:: YOUR INSTRUCTIONS ::
Go through the records and report each line in which the word "Alley" occurs.

:: MATERIAL FOR THIS EXERCISE ::
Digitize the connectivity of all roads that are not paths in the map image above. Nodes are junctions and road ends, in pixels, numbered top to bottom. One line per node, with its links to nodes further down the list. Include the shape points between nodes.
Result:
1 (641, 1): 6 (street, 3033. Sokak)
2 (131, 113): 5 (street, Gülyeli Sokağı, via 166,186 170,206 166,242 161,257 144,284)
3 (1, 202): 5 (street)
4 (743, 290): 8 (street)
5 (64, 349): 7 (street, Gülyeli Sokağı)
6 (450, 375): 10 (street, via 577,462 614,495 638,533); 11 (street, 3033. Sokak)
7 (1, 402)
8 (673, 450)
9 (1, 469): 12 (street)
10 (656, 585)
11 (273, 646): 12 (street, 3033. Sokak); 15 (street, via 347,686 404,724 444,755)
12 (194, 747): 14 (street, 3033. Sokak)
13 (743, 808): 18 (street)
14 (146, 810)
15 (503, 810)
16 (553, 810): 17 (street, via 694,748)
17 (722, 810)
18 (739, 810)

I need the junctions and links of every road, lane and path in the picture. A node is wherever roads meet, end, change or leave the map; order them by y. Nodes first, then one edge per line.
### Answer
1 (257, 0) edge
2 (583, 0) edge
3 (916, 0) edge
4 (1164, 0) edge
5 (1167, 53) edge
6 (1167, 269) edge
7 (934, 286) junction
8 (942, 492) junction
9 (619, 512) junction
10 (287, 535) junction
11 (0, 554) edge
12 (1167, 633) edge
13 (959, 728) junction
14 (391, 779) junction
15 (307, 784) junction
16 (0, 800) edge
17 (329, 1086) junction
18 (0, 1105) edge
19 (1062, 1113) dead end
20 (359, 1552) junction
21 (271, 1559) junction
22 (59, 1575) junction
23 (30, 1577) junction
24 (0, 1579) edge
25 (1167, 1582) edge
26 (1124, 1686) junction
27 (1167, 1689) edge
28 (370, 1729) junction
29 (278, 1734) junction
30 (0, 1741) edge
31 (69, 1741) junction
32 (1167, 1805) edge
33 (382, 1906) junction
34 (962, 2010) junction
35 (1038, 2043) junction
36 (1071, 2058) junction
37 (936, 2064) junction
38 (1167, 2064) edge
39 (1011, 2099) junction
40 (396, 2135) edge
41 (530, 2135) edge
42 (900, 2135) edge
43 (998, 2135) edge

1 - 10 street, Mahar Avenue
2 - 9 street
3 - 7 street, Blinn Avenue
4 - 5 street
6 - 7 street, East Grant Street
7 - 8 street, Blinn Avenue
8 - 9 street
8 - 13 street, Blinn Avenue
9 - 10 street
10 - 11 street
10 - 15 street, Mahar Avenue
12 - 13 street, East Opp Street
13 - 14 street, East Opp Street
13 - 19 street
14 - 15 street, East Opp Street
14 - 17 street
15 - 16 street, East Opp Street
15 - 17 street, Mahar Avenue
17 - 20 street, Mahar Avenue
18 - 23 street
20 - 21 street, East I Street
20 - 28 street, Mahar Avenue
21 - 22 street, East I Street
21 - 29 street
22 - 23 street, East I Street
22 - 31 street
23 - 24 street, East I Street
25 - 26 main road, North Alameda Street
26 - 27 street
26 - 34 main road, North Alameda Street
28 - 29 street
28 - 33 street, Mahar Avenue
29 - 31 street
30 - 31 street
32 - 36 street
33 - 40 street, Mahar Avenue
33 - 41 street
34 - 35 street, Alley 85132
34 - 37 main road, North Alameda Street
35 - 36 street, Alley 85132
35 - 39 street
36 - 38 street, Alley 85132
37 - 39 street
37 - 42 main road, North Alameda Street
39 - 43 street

:: COMPLETED TASK ::
34 - 35 street, Alley 85132
35 - 36 street, Alley 85132
36 - 38 street, Alley 85132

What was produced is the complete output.